| Task item |
Work out how many lines of the material contain the string "dead". Respond with the number only.

| Data supplied |

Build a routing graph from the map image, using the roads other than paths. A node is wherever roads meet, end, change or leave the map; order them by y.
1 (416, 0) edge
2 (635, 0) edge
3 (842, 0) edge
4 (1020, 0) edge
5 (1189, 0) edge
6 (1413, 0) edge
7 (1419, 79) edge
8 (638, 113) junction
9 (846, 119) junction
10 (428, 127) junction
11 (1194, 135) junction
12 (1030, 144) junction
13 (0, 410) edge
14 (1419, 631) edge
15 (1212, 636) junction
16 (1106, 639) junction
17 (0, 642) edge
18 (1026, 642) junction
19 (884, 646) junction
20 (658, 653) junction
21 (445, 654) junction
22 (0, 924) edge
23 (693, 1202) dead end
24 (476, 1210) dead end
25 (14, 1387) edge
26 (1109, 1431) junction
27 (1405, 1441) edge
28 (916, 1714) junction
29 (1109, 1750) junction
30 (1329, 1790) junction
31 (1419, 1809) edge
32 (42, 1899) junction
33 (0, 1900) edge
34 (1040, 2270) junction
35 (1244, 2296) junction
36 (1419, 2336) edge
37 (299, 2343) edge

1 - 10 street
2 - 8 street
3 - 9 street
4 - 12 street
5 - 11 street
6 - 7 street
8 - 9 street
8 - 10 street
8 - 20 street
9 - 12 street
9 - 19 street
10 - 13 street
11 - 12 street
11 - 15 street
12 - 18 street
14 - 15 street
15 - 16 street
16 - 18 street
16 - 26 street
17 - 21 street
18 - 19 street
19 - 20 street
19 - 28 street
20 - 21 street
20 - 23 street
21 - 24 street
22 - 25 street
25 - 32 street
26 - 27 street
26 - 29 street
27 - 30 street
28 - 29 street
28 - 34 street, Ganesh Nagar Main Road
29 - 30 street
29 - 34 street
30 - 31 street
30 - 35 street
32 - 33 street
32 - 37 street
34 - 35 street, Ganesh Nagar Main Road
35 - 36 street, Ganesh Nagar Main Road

| Answer space |
2